*** Opening of The data ***

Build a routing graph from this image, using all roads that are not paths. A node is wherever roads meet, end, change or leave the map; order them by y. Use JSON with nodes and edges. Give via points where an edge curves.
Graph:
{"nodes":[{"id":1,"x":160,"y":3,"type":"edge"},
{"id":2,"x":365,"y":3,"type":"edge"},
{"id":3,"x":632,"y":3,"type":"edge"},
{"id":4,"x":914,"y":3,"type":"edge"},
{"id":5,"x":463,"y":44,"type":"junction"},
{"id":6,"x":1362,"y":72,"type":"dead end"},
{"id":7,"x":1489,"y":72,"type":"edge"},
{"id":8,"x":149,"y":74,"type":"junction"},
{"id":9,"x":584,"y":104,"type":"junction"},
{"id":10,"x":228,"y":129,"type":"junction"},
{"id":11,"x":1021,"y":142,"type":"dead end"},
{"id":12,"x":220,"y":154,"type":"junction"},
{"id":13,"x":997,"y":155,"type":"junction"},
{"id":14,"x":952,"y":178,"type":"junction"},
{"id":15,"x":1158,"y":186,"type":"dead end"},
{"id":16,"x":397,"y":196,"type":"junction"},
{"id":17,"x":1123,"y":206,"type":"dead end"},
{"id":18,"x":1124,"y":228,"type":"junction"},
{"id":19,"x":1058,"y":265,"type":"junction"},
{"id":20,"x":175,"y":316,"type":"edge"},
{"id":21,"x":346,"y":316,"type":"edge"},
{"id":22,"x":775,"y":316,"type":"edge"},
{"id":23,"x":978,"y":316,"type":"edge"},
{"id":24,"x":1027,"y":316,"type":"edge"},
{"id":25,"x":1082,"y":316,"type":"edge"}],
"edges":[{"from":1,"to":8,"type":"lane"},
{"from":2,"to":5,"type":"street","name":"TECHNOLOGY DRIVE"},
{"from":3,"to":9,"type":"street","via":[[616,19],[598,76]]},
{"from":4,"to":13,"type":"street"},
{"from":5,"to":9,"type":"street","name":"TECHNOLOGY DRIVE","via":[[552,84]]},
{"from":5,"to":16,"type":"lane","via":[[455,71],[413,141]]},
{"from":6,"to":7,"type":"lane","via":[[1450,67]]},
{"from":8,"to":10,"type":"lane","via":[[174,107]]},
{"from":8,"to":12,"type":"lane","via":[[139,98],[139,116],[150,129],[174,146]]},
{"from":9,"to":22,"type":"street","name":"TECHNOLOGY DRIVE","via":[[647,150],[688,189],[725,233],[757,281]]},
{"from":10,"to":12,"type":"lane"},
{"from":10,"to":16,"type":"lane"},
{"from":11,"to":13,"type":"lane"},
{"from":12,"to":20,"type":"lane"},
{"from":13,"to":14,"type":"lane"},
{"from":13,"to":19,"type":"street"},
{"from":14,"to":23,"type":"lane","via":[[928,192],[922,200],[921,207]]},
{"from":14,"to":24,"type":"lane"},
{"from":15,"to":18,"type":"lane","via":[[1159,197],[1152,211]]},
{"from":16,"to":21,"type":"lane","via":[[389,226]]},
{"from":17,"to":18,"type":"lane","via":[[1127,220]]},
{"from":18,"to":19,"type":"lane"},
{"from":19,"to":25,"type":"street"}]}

*** Close of The data ***

» Exercise requirements
Find every line in the records that has the string "TECHNOLOGY", then state how many there are and nothing else.

» Output for this exercise
3